“Jean l’etoile filante” di Jean Vigo

CON IL TITOLO “JEAN L’ETOILE FILANTE” E’ TORNATA NELLE SALE FRANCESI L’INTERA FILMOGRAFIA RESTAURATA DI JEAN VIGO, IL REGISTA CHE CON “ZERO IN CONDOTTA” E “L’ATALANTE” HA PRECORSO LA CINEMATOGRAFIA MODERNA.

di Mimmo Mastrangelo

           Una cosa è certa: non si è mai fuori tempo ( o demodé) scrivere o parlare di Jean Vigo perché oggi, come ieri, a nostri occhi ci appare come un grandissimo esteta, oltre l’icona di un cinema della creazione, l’ iniziatore di un “flusso moderno” che ha strappato il cinema dalle sue origini per orientarlo verso mondi nuovi ed immaginari-altri.

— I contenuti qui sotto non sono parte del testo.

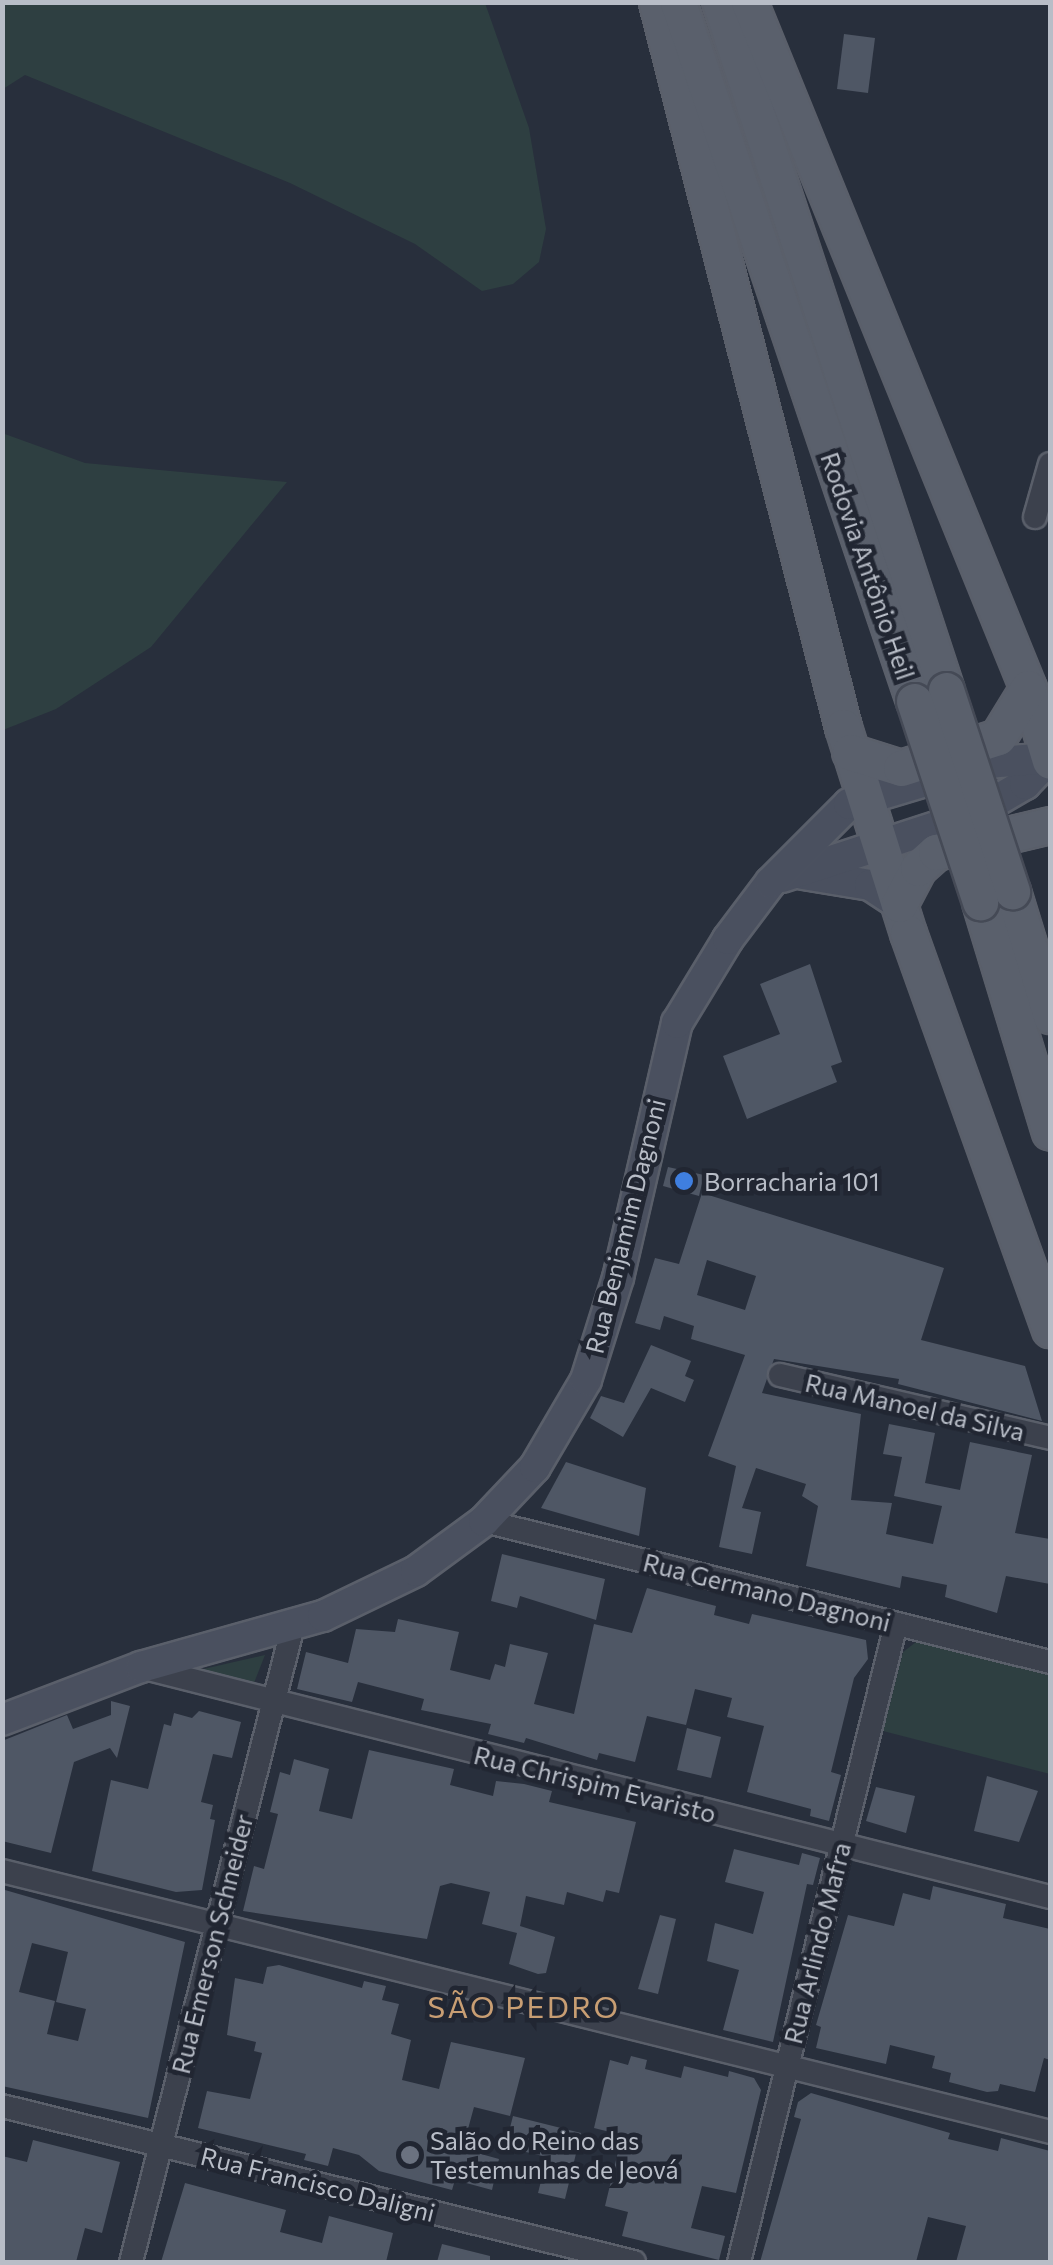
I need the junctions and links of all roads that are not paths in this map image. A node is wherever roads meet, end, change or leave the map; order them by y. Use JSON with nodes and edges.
{"nodes":[{"id":1,"x":657,"y":2,"type":"edge"},
{"id":2,"x":678,"y":2,"type":"edge"},
{"id":3,"x":720,"y":2,"type":"edge"},
{"id":4,"x":749,"y":2,"type":"edge"},
{"id":5,"x":1050,"y":464,"type":"edge"},
{"id":6,"x":1034,"y":517,"type":"dead end"},
{"id":7,"x":1028,"y":688,"type":"junction"},
{"id":8,"x":930,"y":695,"type":"junction"},
{"id":9,"x":850,"y":752,"type":"junction"},
{"id":10,"x":1050,"y":759,"type":"edge"},
{"id":11,"x":866,"y":799,"type":"junction"},
{"id":12,"x":1050,"y":825,"type":"edge"},
{"id":13,"x":880,"y":844,"type":"junction"},
{"id":14,"x":771,"y":882,"type":"junction"},
{"id":15,"x":996,"y":897,"type":"junction"},
{"id":16,"x":898,"y":904,"type":"junction"},
{"id":17,"x":1050,"y":1015,"type":"edge"},
{"id":18,"x":1050,"y":1132,"type":"edge"},
{"id":19,"x":1050,"y":1329,"type":"edge"},
{"id":20,"x":780,"y":1375,"type":"dead end"},
{"id":21,"x":1050,"y":1438,"type":"edge"},
{"id":22,"x":484,"y":1521,"type":"junction"},
{"id":23,"x":896,"y":1624,"type":"junction"},
{"id":24,"x":293,"y":1626,"type":"junction"},
{"id":25,"x":1050,"y":1662,"type":"edge"},
{"id":26,"x":142,"y":1667,"type":"junction"},
{"id":27,"x":274,"y":1705,"type":"junction"},
{"id":28,"x":2,"y":1720,"type":"edge"},
{"id":29,"x":842,"y":1844,"type":"junction"},
{"id":30,"x":2,"y":1870,"type":"edge"},
{"id":31,"x":1050,"y":1897,"type":"edge"},
{"id":32,"x":216,"y":1924,"type":"junction"},
{"id":33,"x":787,"y":2067,"type":"junction"},
{"id":34,"x":2,"y":2106,"type":"edge"},
{"id":35,"x":1050,"y":2132,"type":"edge"},
{"id":36,"x":161,"y":2146,"type":"junction"},
{"id":37,"x":131,"y":2262,"type":"edge"},
{"id":38,"x":634,"y":2262,"type":"edge"},
{"id":39,"x":739,"y":2262,"type":"edge"}],
"edges":[{"from":1,"to":9,"type":"main road"},
{"from":2,"to":8,"type":"main road","name":"Rodovia Antônio Heil"},
{"from":3,"to":8,"type":"main road","name":"Rodovia Antônio Heil"},
{"from":4,"to":7,"type":"main road"},
{"from":5,"to":6,"type":"street"},
{"from":7,"to":9,"type":"main road"},
{"from":7,"to":10,"type":"main road"},
{"from":8,"to":15,"type":"main road","name":"Rodovia Antônio Heil","bridge":true},
{"from":9,"to":11,"type":"main road"},
{"from":10,"to":11,"type":"street","name":"Rua Benjamim Dagnoni"},
{"from":10,"to":13,"type":"street"},
{"from":11,"to":13,"type":"main road"},
{"from":11,"to":14,"type":"street","name":"Rua Benjamim Dagnoni"},
{"from":12,"to":16,"type":"main road"},
{"from":13,"to":14,"type":"street"},
{"from":13,"to":16,"type":"main road"},
{"from":14,"to":16,"type":"street"},
{"from":14,"to":22,"type":"street","name":"Rua Benjamim Dagnoni"},
{"from":15,"to":17,"type":"main road","name":"Rodovia Antônio Heil"},
{"from":15,"to":18,"type":"main road","name":"Rodovia Antônio Heil"},
{"from":16,"to":19,"type":"main road"},
{"from":20,"to":21,"type":"street","name":"Rua Manoel da Silva"},
{"from":22,"to":23,"type":"street","name":"Rua Germano Dagnoni"},
{"from":22,"to":24,"type":"street","name":"Rua Benjamim Dagnoni"},
{"from":23,"to":25,"type":"street","name":"Rua Germano Dagnoni"},
{"from":23,"to":29,"type":"street","name":"Rua Arlindo Mafra"},
{"from":24,"to":26,"type":"street","name":"Rua Benjamim Dagnoni"},
{"from":24,"to":27,"type":"street","name":"Rua Emerson Schneider"},
{"from":26,"to":27,"type":"street","name":"Rua Chrispim Evaristo"},
{"from":26,"to":28,"type":"street","name":"Rua Benjamim Dagnoni"},
{"from":27,"to":29,"type":"street","name":"Rua Chrispim Evaristo"},
{"from":27,"to":32,"type":"street","name":"Rua Emerson Schneider"},
{"from":29,"to":31,"type":"street","name":"Rua Chrispim Evaristo"},
{"from":29,"to":33,"type":"street","name":"Rua Arlindo Mafra"},
{"from":30,"to":32,"type":"street"},
{"from":32,"to":33,"type":"street"},
{"from":32,"to":36,"type":"street","name":"Rua Emerson Schneider"},
{"from":33,"to":35,"type":"street"},
{"from":33,"to":39,"type":"street","name":"Rua Arlindo Mafra"},
{"from":34,"to":36,"type":"street","name":"Rua Francisco Daligni"},
{"from":36,"to":37,"type":"street","name":"Rua Emerson Schneider"},
{"from":36,"to":38,"type":"street","name":"Rua Francisco Daligni"}]}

           Per questo è una lieta notizia quella arrivata dalla Francia dove, grazie alla Gaumont, la filmografia lampo ( poco più di due ore e mezza di durata) di Vigo è ritornata nelle sale. Con “Jean l’etolie filante” (questo il titolo della retrospettiva) il pubblico d’oltralpe potrà (ri)scoprire nella versione 4k-restaurata un cinema “emplise” di una lirica audace, tanto dal punto di vista formale che tematico.

         Morto a soli ventinove anni nel 1934, il figlio del noto e discusso anarchico Miguel Almereyda ci ha lasciato due film cardine nella storia della settimana arte, “Zero in condotta” (1933) e “L’Atalante” (1934), nonché i cortometraggi a carattere documentaristico “A proposito di Nizza”(1929) e “Taris ou la natation” (1931), quest’ultimo è un videoritratto sul campione di nuoto Jean Taris, girato con delle meravigliose riprese sottacqua e dei trucchi e ammicchi (il campione che cammina sulle acque) che ancora oggi lasciano lo spettatore basito.

           Nonostante siano passati novanta dalla scomparsa del regista parigino, il suo l’itinerario filmico rimane incasellato nel mito e marchiato dall’impronta di un’ inalterabile giovinezza. E non solo: il nome Jean Vigo resta associato all’idea di un cinema ambizioso e libero in cui si sono riconosciuti, a partire da François Truffaut, tantissimi cineasti senza distinzione d’origine o di generazione.

         Il “Radiguet della cinematografia” ha saputo con grazia ed irriverenza mescolare l’estetismo al realismo, la poesia ad una morale sovversiva, l’humour corrosivo alla libertà di sguardo.

       Coordinate queste ben in vista in “Zero in condotta” che è un pamphlet sull’infanzia umiliata , ambientato in un collegio (simbolo della società borghese) dove lo scontro tra convittori e sorveglianti-insegnanti si fa metafora della lotta tra oppressi ed oppressori.

     

         E se “Zero in condotta” (opera del tutto censurata fino al 1945 ) < <è un sofferto inno alla ribellione in cui l’infanzia è vista come portatrice di un messaggio politico ed idealistico>>, l’altro lungometraggio “L’Atalante” è un’ avventura amorosa con dei tratti drammatici tra una contadina (l’aggraziata Dita Parlo) e un marinaio (uno svampito Jean Dastè, già protagonista della precedente pellicola), i quali trovano protezione e felicità sulla chiatta di papà Jules, un vecchio uomo di mare tatuato con la maschera di un mirabile Michel Simon.

        Girato con Vigo già aggredito dalla tubercolosi polmonare che la porterà di lì a poco alla morte, il film è una sorta di testamento spirituale in cui viene raggiunta la perfezione, la forma del capolavoro. François Truffaut scriverà nelle pagine de “I film della mia vita”: < < Vigo usa ancora il ralenti per ottenere effetti poetici, ma rinuncia all’accelerato per quelli comici, non ricorre più ai manichini, si limita a porre davanti al suo obiettivo una realtà che trasforma in incantesimo e filmando prosa ottiene senza sforzo poesia>>.